Bir köprünün
yaklaşık üç yüz elli yıllık bir tarihe tanıklık edişinin anlatıldığı olağanüstü
bir roman. Romandaki hikayeler köprünün ağzından anlatılıyor olmasa da yazarın
zaman zaman kullandığı ‘biz’ kelimesi okuyucunun sanki köprü
konuşuyormuş gibi hissetmesini sağlıyor. Ağzından duyuyor olmasak da bütün
yaşananları bir şekilde köprünün üstünden görüyor olmak da ayrı bir gerçek.

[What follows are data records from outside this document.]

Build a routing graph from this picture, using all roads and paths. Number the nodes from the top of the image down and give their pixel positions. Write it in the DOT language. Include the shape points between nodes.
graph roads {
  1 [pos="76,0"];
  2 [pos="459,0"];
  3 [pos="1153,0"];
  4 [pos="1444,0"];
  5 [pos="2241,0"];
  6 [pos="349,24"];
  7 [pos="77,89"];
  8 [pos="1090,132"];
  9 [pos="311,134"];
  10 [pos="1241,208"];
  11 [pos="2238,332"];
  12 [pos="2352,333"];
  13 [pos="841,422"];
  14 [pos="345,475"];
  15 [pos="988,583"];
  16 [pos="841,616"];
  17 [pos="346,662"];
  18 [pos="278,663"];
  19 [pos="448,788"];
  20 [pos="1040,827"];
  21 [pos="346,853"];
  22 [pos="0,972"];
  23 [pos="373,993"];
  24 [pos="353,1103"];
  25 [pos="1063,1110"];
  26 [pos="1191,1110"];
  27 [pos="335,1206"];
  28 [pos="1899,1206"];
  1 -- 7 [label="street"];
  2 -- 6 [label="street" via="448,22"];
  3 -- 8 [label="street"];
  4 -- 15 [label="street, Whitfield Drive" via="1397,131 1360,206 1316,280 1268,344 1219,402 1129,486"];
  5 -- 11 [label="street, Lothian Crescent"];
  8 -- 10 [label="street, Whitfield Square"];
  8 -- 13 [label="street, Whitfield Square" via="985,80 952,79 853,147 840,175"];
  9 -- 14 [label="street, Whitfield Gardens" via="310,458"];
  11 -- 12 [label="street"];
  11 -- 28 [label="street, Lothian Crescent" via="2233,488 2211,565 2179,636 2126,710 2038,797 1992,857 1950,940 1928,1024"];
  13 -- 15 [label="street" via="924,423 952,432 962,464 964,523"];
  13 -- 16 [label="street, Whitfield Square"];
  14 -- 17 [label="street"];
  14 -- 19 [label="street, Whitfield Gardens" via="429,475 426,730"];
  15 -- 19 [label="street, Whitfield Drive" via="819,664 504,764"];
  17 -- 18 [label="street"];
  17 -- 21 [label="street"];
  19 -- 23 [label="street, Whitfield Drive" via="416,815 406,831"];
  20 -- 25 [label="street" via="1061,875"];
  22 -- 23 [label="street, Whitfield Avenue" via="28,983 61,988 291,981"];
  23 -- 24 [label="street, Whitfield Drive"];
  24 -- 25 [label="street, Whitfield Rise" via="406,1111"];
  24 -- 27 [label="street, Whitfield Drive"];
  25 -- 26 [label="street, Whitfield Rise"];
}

Üstünden yani köprünün gözünden.
Sözünü ettiğim
köprü şimdiki Bosna-Hersek sınırları içindeki Vişegrad şehrinin hemen yanı
başından geçen Drina nehrinin iki kıyısını birbirine bağlayan Sokollu Mehmet
Paşa Köprüsü ya da daha bilinen adıyla Drina Köprüsü. Köprü, Sokollu Mehmet
Paşa tarafından 1571-1577 yılları arasında Mimar Sinan’a
yaptırılmış. Roman da bu hikaye ile başlıyor ama nedense Mimar Sinan’ın adı
hiç geçmiyor. Daha doğrusu Mimar Rade diye bir isim geçiyor. Bir de Tosun Efendi var ama bilemiyorum. Vişegrad’ın yakınındaki Sokol kasabasında doğan,
sonra Osmanlı’da sadrazamlığa kadar yükselen ve doğup
büyüdüğü yerleri unutamayan paşanın görevlendirdiği Abid Ağa yönetimindeki Tosun Efendi, Antoine Usta ve işçiler köprünün yapımına başlıyor ve sonra gaddar Abid Ağa’nın
yerine gelen daha yumuşak başlı Arif Bey tarafından inşaat sonlandırılıyor.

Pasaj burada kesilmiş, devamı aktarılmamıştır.